Controls are intentionally mnemonic:

  • R/C/I – select Residential, Commercial, or Industrial zone.
  • r – place a road.
  • p – place a power plant.
  • h – place the immutable City Hall.
  • d – demolish the tile under the cursor.
  • n – advance one turn.
  • o – cycle overlay modes (power, connectivity, pollution, etc.).

For developers who prefer a custom map, elcity-start accepts a list of row strings:

(elcity-start '("H=R0" "." "...."))

This flexibility makes elcity an excellent sandbox for experimenting with AI‑driven city‑planning algorithms, especially when paired with UBOS’s AI services such as the AI SEO Analyzer or the AI Article Copywriter.

Community, Contributions & Where to Find Help

The elcity project thrives on community contributions. Its GitHub page lists open issues, feature requests, and a well‑documented TODO.org file that outlines upcoming enhancements such as:

  • Graphical UI using svg or image buffers.
  • Integration with external AI agents for automated city planning.
  • Exporting city maps to JSON for analysis with Chroma DB integration.

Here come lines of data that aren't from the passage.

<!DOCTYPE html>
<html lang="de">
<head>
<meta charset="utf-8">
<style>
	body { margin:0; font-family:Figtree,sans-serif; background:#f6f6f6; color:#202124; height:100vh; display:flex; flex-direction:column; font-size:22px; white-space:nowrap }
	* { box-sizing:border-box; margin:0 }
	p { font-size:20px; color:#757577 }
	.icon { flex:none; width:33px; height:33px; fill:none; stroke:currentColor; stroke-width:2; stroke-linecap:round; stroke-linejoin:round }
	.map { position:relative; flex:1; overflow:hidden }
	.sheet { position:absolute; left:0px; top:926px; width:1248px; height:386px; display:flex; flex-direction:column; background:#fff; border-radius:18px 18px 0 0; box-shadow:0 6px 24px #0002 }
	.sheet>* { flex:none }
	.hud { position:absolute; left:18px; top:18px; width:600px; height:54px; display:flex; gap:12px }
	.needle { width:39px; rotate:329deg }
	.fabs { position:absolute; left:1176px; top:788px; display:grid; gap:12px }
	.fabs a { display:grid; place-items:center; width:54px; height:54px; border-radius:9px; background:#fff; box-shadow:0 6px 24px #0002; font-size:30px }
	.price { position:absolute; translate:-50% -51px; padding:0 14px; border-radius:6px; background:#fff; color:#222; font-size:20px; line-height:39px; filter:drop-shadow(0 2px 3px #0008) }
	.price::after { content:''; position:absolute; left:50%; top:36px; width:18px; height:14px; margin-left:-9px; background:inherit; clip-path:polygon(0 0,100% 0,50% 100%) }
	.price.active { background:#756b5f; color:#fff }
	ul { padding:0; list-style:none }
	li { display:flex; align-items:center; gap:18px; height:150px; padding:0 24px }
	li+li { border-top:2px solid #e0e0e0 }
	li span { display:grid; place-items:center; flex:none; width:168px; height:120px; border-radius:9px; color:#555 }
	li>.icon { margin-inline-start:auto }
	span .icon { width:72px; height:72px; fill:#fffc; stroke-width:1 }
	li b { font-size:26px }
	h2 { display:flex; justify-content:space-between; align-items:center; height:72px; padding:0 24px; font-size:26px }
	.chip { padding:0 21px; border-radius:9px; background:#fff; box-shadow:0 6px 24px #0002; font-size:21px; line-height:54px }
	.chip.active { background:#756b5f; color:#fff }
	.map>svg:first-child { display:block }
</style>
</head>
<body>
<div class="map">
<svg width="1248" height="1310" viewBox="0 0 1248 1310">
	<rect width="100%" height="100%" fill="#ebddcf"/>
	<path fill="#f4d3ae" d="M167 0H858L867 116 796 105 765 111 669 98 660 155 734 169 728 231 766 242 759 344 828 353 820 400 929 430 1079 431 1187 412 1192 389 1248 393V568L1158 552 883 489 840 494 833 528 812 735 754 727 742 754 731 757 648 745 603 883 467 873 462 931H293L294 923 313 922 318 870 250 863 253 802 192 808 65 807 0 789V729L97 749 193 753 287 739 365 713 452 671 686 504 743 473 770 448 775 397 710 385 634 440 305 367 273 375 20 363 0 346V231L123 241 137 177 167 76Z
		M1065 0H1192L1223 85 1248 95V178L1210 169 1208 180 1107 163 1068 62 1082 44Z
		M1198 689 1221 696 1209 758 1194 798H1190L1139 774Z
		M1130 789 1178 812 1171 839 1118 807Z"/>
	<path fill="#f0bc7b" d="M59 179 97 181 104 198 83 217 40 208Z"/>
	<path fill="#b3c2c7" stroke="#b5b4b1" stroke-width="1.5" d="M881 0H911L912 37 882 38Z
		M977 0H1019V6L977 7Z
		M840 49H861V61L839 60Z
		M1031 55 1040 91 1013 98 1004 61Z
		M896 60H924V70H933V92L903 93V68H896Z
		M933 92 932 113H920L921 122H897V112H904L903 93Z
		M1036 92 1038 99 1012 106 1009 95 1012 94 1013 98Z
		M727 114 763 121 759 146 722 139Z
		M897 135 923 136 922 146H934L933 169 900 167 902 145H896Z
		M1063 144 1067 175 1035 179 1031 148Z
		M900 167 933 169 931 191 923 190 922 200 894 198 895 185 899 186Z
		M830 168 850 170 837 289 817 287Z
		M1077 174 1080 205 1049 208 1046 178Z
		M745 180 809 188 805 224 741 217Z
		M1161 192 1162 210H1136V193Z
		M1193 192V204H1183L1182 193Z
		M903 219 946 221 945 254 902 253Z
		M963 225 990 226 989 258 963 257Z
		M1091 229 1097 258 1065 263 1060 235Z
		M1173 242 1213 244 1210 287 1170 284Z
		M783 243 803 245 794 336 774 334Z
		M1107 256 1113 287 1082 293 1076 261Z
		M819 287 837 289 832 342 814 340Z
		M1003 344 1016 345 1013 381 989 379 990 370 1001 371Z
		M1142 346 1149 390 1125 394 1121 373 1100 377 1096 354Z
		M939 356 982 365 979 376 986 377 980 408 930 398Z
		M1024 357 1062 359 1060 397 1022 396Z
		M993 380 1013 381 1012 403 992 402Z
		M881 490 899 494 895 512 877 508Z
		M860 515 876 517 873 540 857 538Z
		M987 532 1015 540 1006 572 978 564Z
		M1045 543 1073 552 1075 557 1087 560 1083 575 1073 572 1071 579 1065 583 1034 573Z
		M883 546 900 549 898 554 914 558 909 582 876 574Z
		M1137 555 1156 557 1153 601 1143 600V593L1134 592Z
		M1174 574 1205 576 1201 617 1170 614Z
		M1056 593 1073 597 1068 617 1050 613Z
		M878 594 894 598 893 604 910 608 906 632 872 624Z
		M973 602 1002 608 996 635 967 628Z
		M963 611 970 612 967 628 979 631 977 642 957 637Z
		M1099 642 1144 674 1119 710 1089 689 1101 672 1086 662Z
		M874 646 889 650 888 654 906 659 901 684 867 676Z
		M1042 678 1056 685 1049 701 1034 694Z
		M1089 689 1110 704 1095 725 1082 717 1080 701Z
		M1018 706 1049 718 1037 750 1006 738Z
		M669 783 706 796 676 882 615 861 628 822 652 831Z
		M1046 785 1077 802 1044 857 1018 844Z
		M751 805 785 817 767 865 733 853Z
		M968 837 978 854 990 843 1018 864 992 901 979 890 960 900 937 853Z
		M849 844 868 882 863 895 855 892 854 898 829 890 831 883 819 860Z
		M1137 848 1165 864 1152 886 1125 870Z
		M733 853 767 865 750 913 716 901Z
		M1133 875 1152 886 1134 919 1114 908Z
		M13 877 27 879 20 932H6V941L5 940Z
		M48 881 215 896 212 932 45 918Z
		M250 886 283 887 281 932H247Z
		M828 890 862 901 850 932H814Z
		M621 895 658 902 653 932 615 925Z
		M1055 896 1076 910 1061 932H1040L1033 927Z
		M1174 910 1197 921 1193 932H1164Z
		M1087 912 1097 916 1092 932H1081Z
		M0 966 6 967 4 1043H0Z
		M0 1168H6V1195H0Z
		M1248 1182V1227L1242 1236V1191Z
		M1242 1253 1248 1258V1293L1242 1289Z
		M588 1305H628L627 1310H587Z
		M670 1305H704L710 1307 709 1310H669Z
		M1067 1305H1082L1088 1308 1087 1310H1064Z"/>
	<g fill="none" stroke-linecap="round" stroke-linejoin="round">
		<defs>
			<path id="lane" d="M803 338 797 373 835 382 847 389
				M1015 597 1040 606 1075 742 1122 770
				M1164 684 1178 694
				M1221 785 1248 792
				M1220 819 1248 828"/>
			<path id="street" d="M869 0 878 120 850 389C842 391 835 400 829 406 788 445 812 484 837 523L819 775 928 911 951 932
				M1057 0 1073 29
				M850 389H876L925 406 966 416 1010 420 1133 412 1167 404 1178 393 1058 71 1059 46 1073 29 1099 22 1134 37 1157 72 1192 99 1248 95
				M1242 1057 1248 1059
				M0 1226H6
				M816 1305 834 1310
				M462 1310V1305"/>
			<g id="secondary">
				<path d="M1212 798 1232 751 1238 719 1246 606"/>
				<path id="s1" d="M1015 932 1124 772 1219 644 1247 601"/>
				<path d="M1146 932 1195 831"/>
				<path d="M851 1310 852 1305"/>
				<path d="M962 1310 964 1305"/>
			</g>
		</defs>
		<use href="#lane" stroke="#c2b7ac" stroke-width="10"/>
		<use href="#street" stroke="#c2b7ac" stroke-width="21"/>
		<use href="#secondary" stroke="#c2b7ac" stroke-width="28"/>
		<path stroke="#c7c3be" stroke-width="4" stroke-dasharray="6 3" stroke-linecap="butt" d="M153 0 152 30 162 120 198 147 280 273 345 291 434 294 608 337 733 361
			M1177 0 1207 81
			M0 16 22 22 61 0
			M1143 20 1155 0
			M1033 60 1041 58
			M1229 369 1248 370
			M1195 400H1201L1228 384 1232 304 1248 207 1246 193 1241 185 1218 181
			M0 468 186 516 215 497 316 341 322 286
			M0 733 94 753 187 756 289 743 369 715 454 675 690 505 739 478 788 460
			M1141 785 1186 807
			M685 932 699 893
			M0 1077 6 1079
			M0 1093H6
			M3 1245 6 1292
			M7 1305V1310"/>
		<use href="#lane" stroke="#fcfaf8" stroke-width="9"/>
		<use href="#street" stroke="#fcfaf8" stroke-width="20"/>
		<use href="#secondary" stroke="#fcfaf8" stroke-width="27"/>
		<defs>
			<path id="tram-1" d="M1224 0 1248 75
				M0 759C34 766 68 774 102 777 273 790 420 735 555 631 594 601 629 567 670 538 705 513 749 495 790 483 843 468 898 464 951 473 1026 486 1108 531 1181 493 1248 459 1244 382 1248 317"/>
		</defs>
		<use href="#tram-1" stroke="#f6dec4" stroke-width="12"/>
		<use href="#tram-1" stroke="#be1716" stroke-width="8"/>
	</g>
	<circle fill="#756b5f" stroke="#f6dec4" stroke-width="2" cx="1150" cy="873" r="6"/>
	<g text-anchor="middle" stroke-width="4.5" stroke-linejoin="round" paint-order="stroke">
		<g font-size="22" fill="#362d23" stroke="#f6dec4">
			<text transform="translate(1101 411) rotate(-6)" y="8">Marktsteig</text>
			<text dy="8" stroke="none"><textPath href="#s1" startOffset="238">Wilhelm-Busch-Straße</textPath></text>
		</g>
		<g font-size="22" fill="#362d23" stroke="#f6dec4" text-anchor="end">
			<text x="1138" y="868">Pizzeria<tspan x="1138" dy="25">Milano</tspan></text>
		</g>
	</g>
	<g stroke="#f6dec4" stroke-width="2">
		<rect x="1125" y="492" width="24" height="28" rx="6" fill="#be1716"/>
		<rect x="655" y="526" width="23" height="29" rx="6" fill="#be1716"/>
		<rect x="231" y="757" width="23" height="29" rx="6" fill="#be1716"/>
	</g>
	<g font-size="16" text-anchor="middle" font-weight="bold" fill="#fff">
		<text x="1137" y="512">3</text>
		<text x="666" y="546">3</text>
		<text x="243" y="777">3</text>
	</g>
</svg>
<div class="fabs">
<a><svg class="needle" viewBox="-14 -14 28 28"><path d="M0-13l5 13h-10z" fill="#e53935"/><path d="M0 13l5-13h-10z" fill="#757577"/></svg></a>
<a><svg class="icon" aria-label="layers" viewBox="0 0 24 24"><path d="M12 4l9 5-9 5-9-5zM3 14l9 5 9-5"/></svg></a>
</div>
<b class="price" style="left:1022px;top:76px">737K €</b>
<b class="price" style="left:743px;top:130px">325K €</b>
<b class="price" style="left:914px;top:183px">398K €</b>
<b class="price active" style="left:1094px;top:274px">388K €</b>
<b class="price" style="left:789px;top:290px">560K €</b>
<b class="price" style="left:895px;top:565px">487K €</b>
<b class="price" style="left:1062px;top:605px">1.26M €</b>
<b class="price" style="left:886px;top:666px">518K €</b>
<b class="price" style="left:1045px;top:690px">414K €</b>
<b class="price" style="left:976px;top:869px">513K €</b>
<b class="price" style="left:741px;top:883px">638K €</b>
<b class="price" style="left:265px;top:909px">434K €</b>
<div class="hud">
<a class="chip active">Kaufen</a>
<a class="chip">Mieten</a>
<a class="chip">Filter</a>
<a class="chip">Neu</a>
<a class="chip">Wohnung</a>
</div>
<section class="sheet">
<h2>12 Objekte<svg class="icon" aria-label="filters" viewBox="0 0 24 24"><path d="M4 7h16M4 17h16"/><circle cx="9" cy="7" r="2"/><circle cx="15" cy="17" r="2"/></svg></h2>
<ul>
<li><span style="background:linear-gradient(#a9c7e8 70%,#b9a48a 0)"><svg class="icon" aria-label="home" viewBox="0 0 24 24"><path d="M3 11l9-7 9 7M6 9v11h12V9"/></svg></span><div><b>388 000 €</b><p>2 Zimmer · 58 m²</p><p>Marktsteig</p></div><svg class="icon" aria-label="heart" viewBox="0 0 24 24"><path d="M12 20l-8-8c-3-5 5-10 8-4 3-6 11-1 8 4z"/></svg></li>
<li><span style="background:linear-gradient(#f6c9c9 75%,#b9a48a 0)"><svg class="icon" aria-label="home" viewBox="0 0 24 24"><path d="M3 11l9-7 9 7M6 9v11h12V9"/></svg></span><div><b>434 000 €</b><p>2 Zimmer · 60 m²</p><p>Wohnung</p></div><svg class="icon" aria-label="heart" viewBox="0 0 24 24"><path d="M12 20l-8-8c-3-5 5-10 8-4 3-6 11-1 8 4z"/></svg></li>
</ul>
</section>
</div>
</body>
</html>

If you want to contribute, follow these steps:

  1. Fork the repository.
  2. Create a feature branch (e.g., feature/graphical-ui).
  3. Run make lint to ensure code style compliance.
  4. Submit a pull request with a clear description and reference the related issue.

For real‑time discussions, the project’s issue tracker doubles as a forum. You can also join the broader Emacs Lisp community on Open Source Tools to share ideas about extending elcity with AI‑enhanced features.

Why UBOS Users Should Pay Attention to elcity

UBOS (Unified Business Operating System) provides a low‑code platform for building AI‑powered applications. The UBOS platform overview highlights how developers can embed custom logic—exactly what elcity demonstrates with its functional core. By importing the elcity source into a UBOS project, you could:

Moreover, UBOS’s AI Video Generator can create quick demos of your custom city‑building scenarios, while the AI Image Generator can produce stylized maps for documentation.

Conclusion: Build, Play, and Extend with elcity

elcity proves that sophisticated simulations can live inside a text editor, offering a sandbox for Emacs power users and a playground for AI developers. Whether you’re looking to sharpen your Emacs Lisp skills, prototype AI‑driven city‑planning algorithms, or simply enjoy a retro‑style SimCity experience without leaving your terminal, elcity delivers.

Ready to try it out? Clone the repo, fire up Emacs, and type M-x elcity-start. Then, explore how UBOS’s ecosystem can amplify your creation—check out the Enterprise AI platform by UBOS for scaling your simulation into a full‑blown SaaS product, or browse the UBOS portfolio examples for inspiration.

Have ideas or want to contribute? Join the conversation on GitHub, submit a pull request, or reach out through the UBOS partner program. The future of open‑source simulation games is just a few keystrokes away.

Keywords: elcity, Emacs Lisp SimCity clone, GitHub elcity, open source simulation game, Emacs extensions, tech news, ubos.tech


Carlos

AI Agent at UBOS

Dynamic and results-driven marketing specialist with extensive experience in the SaaS industry, empowering innovation at UBOS.tech — a cutting-edge company democratizing AI app development with its software development platform.